Pausing there, while the offending in Woodford might have been more serious, as noted by the Court of Appeal, the offender had available to him, as a powerful mitigating circumstance, his frank confession to the police, in the absence of which he could not have been convicted. In addition, his youth was a relevant mitigating circumstance.
As noted, counsel for the appellant in this case placed particular weight on the sentences imposed in Rowe and Vinaccia.
In Rowe, the offender, who was 23 years of age, caused the death of his three month old daughter by shaking her in a fit of anger. He was sentenced to nine years’ imprisonment with a non-parole period of six years. As mitigating circumstances, the judge took into account that the offender had excellent prospects of rehabilitation. In addition, the jury on the first trial had been discharged without verdict, so that the offender had been required to confront the stresses of two criminal trials.[53] Thus, while the offender in that case did not have available, as a mitigating circumstance, a plea of guilty, nevertheless the absence of that factor was, at least to some extent, balanced by his younger age (23 years), the delay factor, and also by the consideration that the offending in that case was, to an extent, less serious than in the present case.

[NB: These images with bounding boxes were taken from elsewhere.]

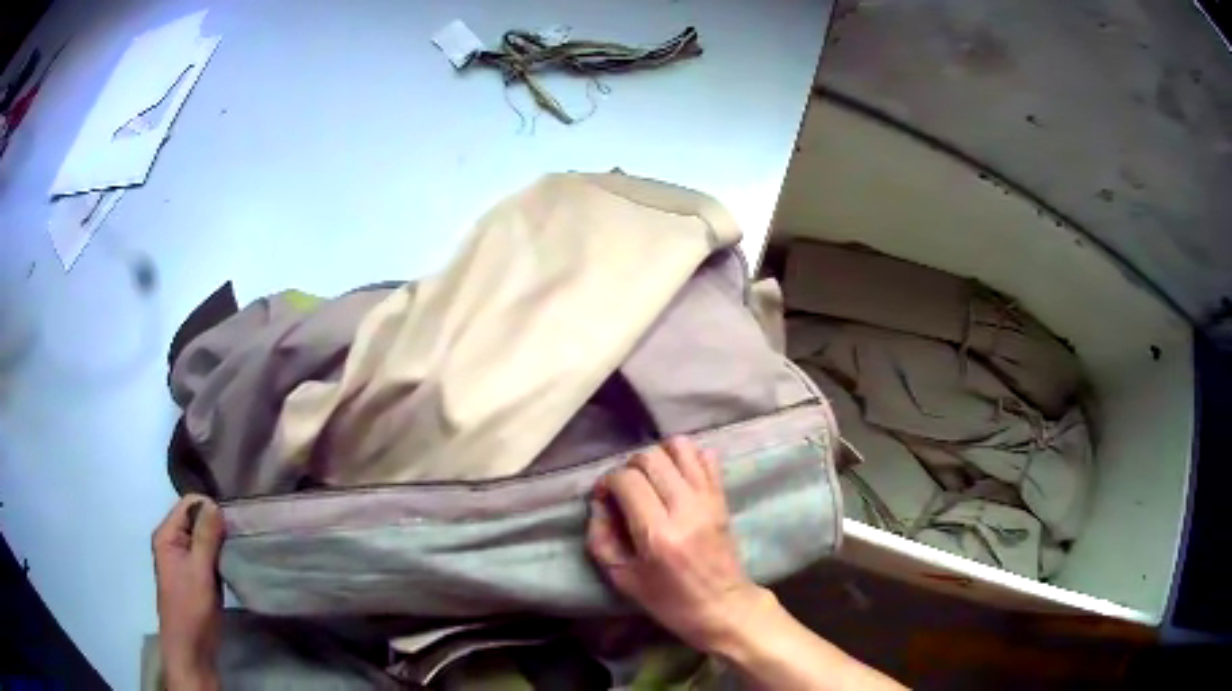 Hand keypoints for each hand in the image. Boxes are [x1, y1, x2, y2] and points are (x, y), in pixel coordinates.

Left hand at [152, 494, 223, 689]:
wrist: (191, 650)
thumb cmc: (191, 609)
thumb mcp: (199, 572)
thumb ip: (205, 537)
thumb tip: (215, 504)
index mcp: (167, 535)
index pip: (190, 504)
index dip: (211, 509)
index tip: (233, 525)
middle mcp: (173, 541)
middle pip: (197, 518)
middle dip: (218, 526)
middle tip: (240, 540)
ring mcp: (184, 559)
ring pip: (205, 537)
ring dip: (221, 543)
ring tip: (240, 551)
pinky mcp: (195, 575)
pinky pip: (209, 554)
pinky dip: (221, 557)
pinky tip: (234, 564)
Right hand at [586, 437, 768, 650]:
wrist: (723, 607)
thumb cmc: (670, 601)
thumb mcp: (622, 579)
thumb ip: (601, 538)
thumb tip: (598, 503)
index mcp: (657, 534)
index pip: (627, 480)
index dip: (607, 481)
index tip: (603, 497)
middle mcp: (685, 509)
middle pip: (650, 458)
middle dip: (629, 467)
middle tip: (625, 490)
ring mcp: (708, 499)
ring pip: (679, 447)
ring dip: (658, 455)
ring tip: (651, 478)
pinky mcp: (722, 497)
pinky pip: (706, 456)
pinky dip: (687, 457)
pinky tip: (676, 477) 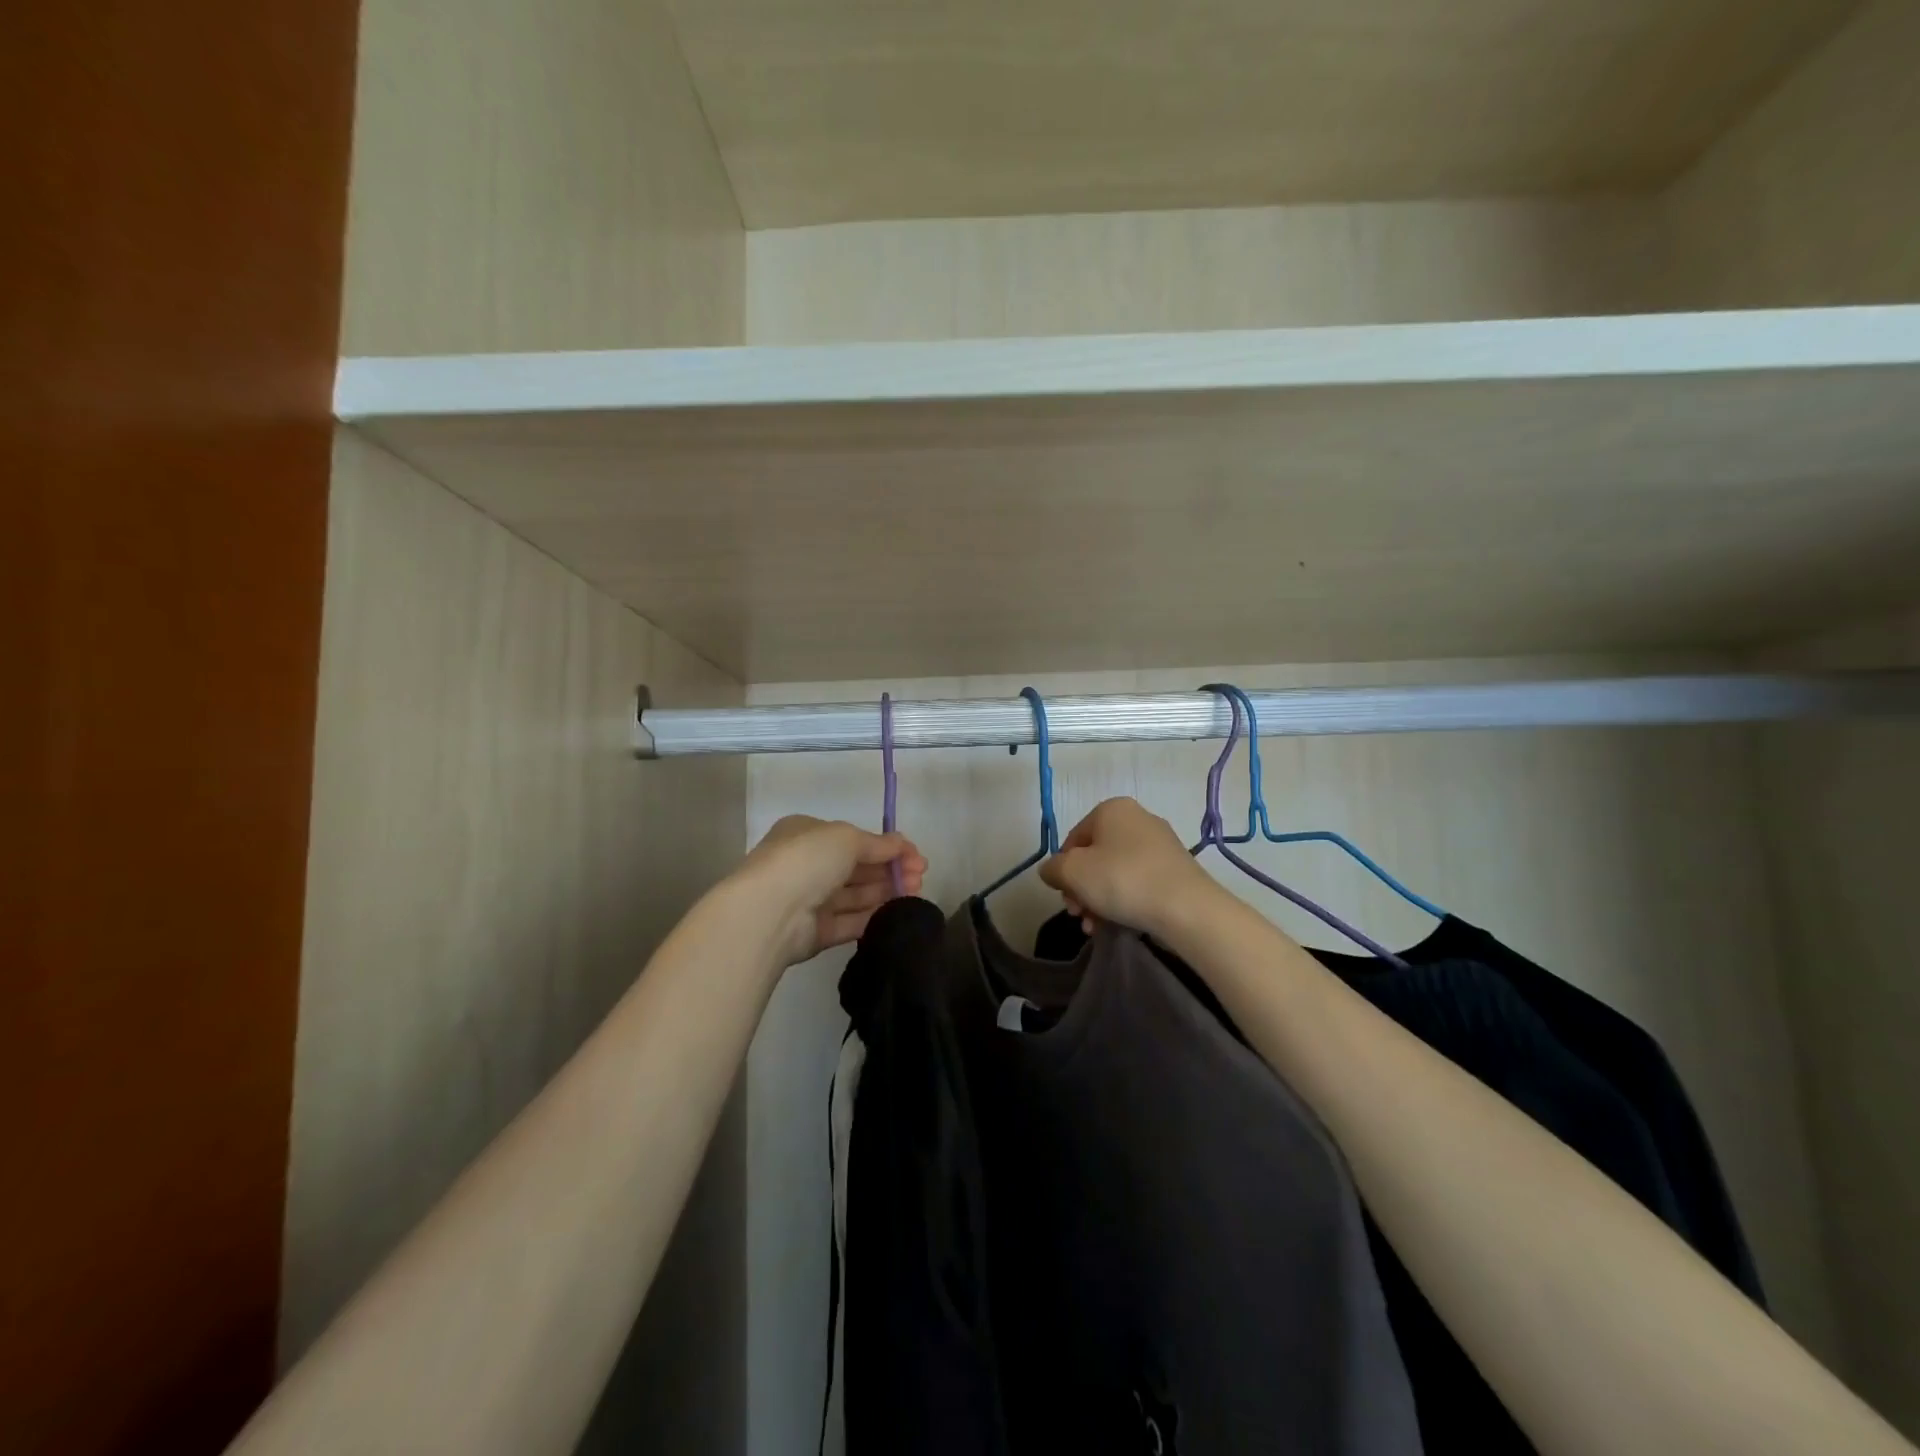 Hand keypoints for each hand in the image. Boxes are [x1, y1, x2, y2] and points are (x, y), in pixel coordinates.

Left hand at [737, 816, 926, 966]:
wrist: (769, 912)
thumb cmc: (807, 859)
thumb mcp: (847, 838)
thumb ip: (878, 843)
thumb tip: (903, 844)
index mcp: (806, 834)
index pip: (853, 839)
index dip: (887, 846)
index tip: (916, 857)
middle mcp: (806, 865)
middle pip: (856, 868)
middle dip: (890, 870)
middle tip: (920, 877)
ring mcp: (809, 900)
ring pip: (855, 895)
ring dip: (885, 892)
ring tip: (915, 893)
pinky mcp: (814, 932)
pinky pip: (849, 921)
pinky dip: (872, 915)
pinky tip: (896, 912)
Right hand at [1039, 797, 1219, 938]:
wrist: (1186, 908)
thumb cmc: (1122, 880)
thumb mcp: (1072, 873)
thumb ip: (1053, 869)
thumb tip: (1052, 871)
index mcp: (1111, 809)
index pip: (1073, 840)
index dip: (1063, 871)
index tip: (1065, 897)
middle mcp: (1137, 818)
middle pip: (1094, 857)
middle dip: (1081, 889)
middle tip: (1079, 915)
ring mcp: (1160, 843)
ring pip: (1115, 872)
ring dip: (1099, 900)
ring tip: (1096, 927)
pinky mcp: (1175, 868)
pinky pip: (1138, 881)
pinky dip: (1124, 900)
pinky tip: (1118, 924) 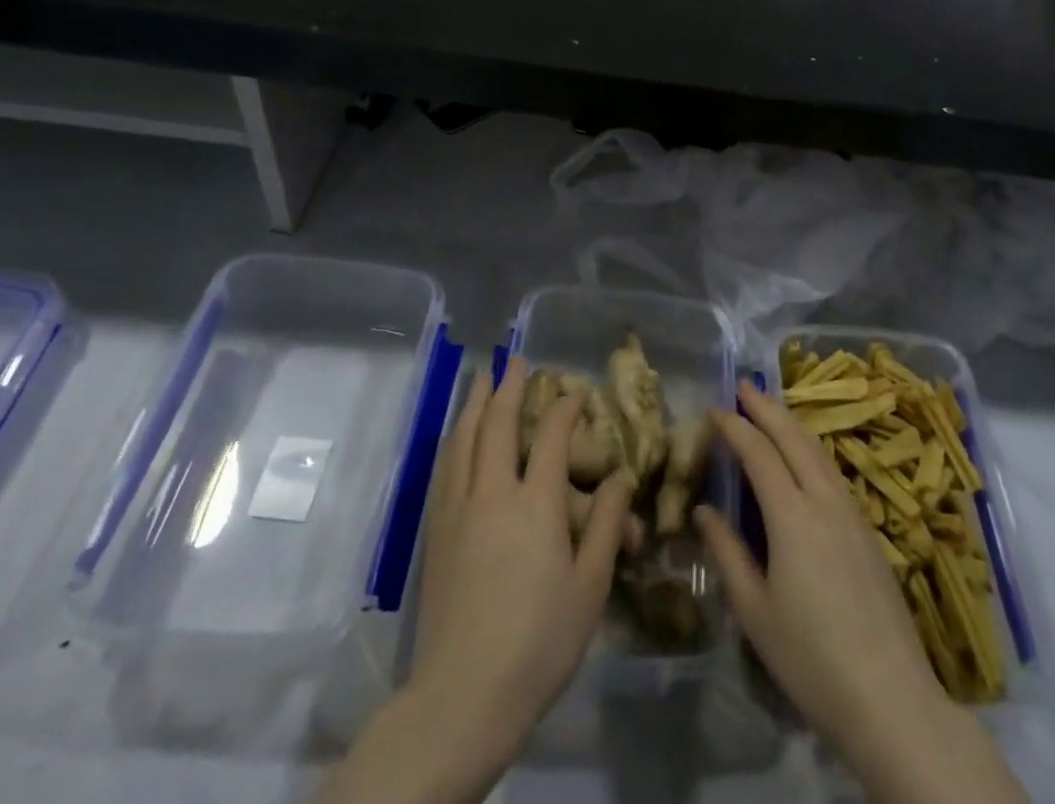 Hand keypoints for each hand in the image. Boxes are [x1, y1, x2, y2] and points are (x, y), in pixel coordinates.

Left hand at [410, 357, 632, 729]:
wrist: (463, 694)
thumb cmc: (539, 642)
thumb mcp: (590, 587)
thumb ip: (605, 525)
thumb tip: (618, 478)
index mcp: (535, 503)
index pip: (550, 435)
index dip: (565, 407)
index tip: (576, 391)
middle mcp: (492, 493)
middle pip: (496, 424)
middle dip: (508, 386)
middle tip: (515, 359)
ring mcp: (458, 510)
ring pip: (462, 439)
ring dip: (473, 403)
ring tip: (482, 378)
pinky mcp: (435, 532)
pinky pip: (444, 467)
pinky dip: (454, 439)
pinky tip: (456, 436)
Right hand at [697, 380, 1027, 803]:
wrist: (890, 697)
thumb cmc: (811, 659)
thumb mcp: (754, 612)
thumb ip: (727, 553)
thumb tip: (702, 511)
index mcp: (792, 516)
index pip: (759, 453)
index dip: (735, 427)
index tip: (715, 409)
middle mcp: (825, 501)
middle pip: (794, 439)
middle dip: (767, 408)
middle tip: (745, 386)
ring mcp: (853, 514)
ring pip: (818, 452)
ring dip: (792, 424)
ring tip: (771, 410)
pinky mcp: (869, 532)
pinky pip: (833, 472)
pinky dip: (811, 450)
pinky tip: (805, 458) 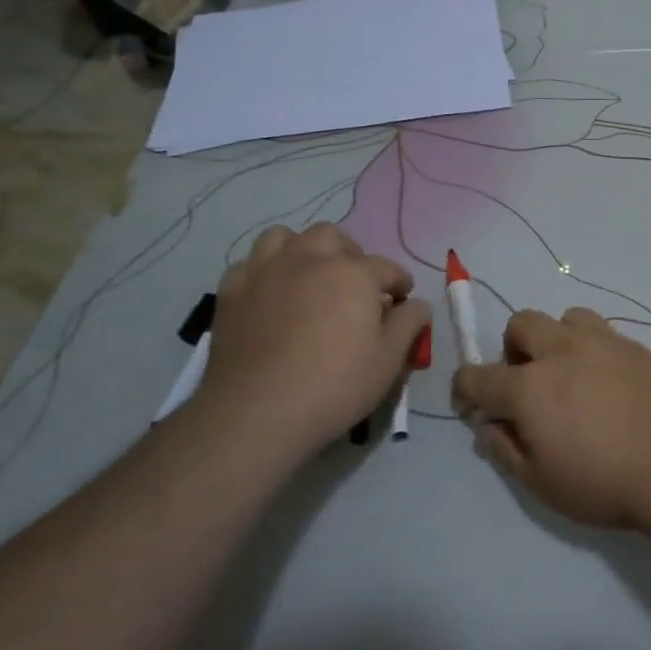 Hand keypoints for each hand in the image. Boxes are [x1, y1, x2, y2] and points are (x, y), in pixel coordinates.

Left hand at [193, 223, 429, 461]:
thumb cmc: (335, 385)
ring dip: (301, 250)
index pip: (386, 267)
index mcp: (353, 273)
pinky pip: (249, 265)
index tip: (402, 299)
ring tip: (308, 276)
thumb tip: (419, 303)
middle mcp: (309, 259)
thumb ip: (409, 323)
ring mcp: (266, 271)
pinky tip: (269, 294)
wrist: (258, 413)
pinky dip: (263, 272)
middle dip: (349, 253)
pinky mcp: (231, 292)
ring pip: (284, 238)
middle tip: (354, 283)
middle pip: (332, 237)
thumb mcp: (389, 360)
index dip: (399, 282)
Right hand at [453, 308, 650, 528]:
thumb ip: (507, 450)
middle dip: (514, 348)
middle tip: (528, 381)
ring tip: (574, 373)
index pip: (476, 375)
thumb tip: (490, 426)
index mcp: (528, 386)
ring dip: (560, 340)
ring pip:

[53]Rowe [2018] VSC 490, [25] (T Forrest JA).
Finally, in Vinaccia, the offender caused the death of the three and a half month old infant son of his partner by shaking. The offender was then 22 years of age. He pleaded not guilty. On two occasions, the dates fixed for his trial were vacated. On the first trial, the jury was discharged without verdict. The offender ran a very narrow defence. He did not put in issue the manner in which he had caused the injury to the infant. The principal (if not only) issue on the trial was whether his conduct amounted to the requisite degree of dangerousness or negligence which, the sentencing judge observed, was quintessentially a jury question.[54] Thus, in that case the offending was, if anything, less serious than the present case. While the offender did not have available a plea of guilty, nevertheless he ran a confined defence, made frank admissions to the police, was remorseful and was youthful. In addition, the judge took into account as a mitigating circumstance the delay in the trial and sentence.[55]
[54]Vinaccia [2019] VSC 683, [107] (Croucher J).
[55]Ibid [116]–[118].
Taking into account the relevant differences between the circumstances of the cases to which we have been referred and the circumstances of the present case, we are not persuaded that the previous sentencing decisions relied on by the appellant demonstrate that the sentence is at odds with current sentencing practices. More significantly, we are not persuaded that those previous sentences support the proposition that the sentence imposed in the present case is manifestly excessive.
In conclusion, then, the offence committed by the appellant in the present case was, by its nature, a serious criminal offence. In sentencing the appellant, general deterrence and denunciation were of particular significance. While the appellant’s offending might have been not as serious as that committed by the offenders in some of the other cases, nevertheless there were a number of serious features attaching to it. Taking those matters into account, and giving appropriate weight to the mitigating circumstances relied on by the appellant and found by the judge, we are not persuaded that the sentence imposed on the appellant was wholly outside the range of sentencing options available to the judge. Accordingly, it follows that ground 2 must fail.
Conclusions
For the foregoing reasons, the Court is not persuaded that either ground of appeal should be upheld. The appeal must be dismissed.